By Elizabeth Angell, Allure magazine

Anyone with a fear of needles might want to steer clear of the Logo network tomorrow night at 8. The network is airing a new show called Pretty Hurts, about "injector to the stars" Rand Rusher. Rusher is a nurse and, along with plastic surgeon Norman Leaf, runs a Beverly Hills-based clinic. Over the course of each episode, he treats a steady stream of people who come to him for fillers and Botox. A few patients have never submitted themselves to injectables before, while others have that slightly puffy, startled look of someone who's been in his chair a few too many times.

It's mesmerizing to watch him asses each face for its flaws and manage the expectations of people desperate for the faces they had a decade ago-or may never have had. Rusher's job is part knowledgeable expert-he's obviously deft with a needle-and part counselor. He knows as well as his audience that he's not treating disease, and he regularly talks clients out of going overboard. And when one requests a painkiller to take the edge off the injections, he tells him that the pain is the price he pays for vanity. "I'm not curing cancer," Rusher says. "My patients are going to have to suck it up a little bit."

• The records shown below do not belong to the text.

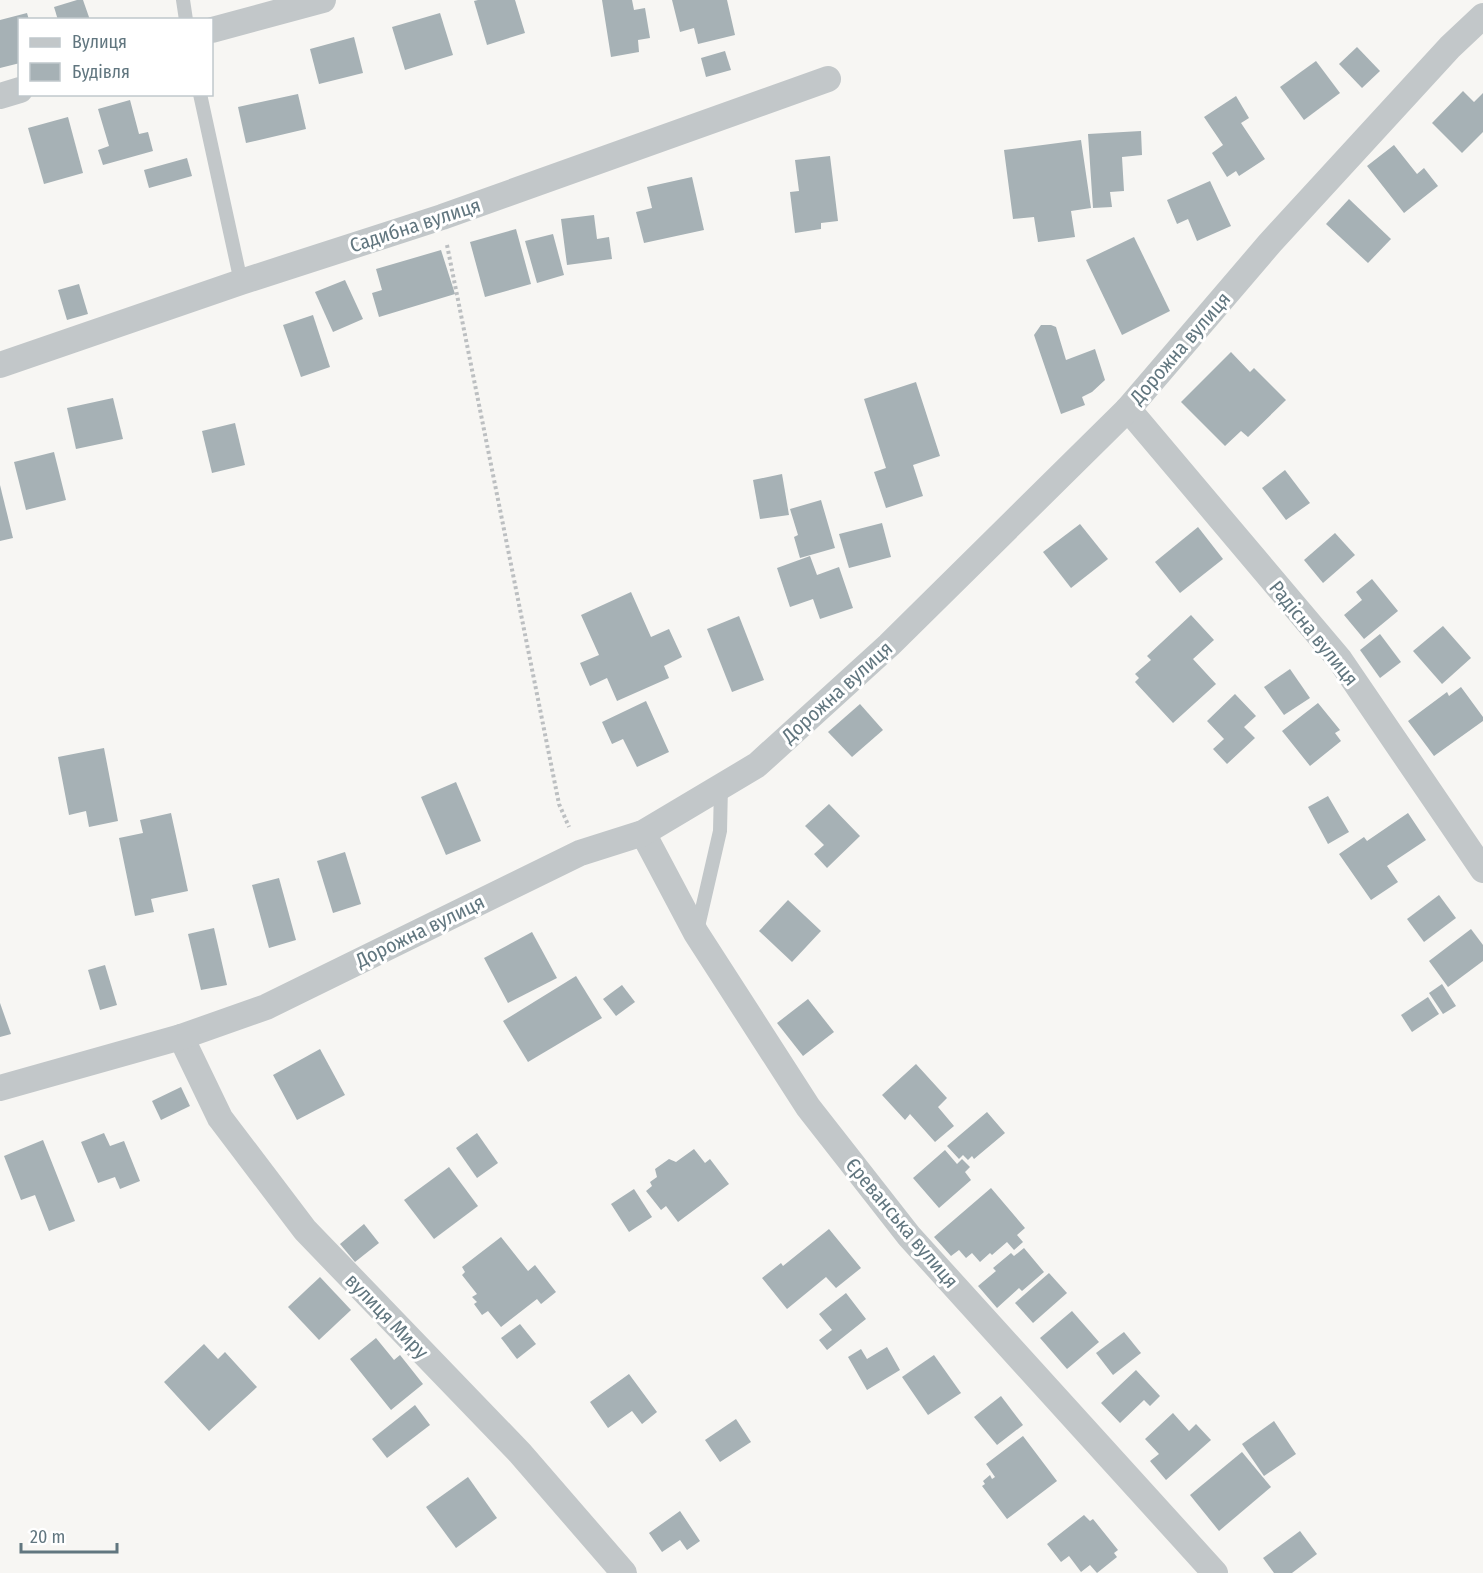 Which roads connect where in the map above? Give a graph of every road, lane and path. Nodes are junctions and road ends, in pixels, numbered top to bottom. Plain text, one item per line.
1 (183, 0) edge
2 (322, 0) edge
3 (1483, 16) edge
4 (186, 18) edge
5 (213, 30) edge
6 (828, 79) dead end
7 (18, 91) edge
8 (0, 96) edge
9 (201, 96) edge
10 (442, 217) junction
11 (241, 282) junction
12 (0, 365) edge
13 (1128, 409) junction
14 (721, 786) junction
15 (642, 833) junction
16 (580, 853) junction
17 (1483, 870) edge
18 (696, 933) junction
19 (181, 1037) junction
20 (0, 1088) edge
21 (624, 1573) edge
22 (1215, 1573) edge

1 - 4 lane
2 - 5 street
3 - 13 street, Дорожна вулиця
6 - 10 street, Садибна вулиця
7 - 8 street
9 - 11 lane
10 - 11 street, Садибна вулиця
10 - 16 path
11 - 12 street, Садибна вулиця
13 - 14 street, Дорожна вулиця
13 - 17 street, Радісна вулиця
14 - 15 street, Дорожна вулиця
14 - 18 lane
15 - 16 street, Дорожна вулиця
15 - 18 street, Єреванська вулиця
16 - 19 street, Дорожна вулиця
18 - 22 street, Єреванська вулиця
19 - 20 street, Дорожна вулиця
19 - 21 street, вулиця Миру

Injectibles, Rusher claims, are just part of the landscape of beauty in a place like Los Angeles-they're as indispensible a part of an adult's grooming routine as regular haircuts or dentist visits. Watching him inject a bit of Botox here and a touch of hyaluronic acid there, I was almost convinced. Injections are fast, they don't require (much) anesthetic, and the changes can be dramatic-and usually not in a bad way. I had to remind myself that these are procedures that require a medical professional's oversight; they're expensive, and they come with risks and side effects. A hypodermic needle is not quite the same thing as a pair of sheers.

It all made me wonder: Should we think of injectable fillers and Botox the same way we think about covering our grays and using anti-aging skin-care products? Or are they still a bit more extreme than that?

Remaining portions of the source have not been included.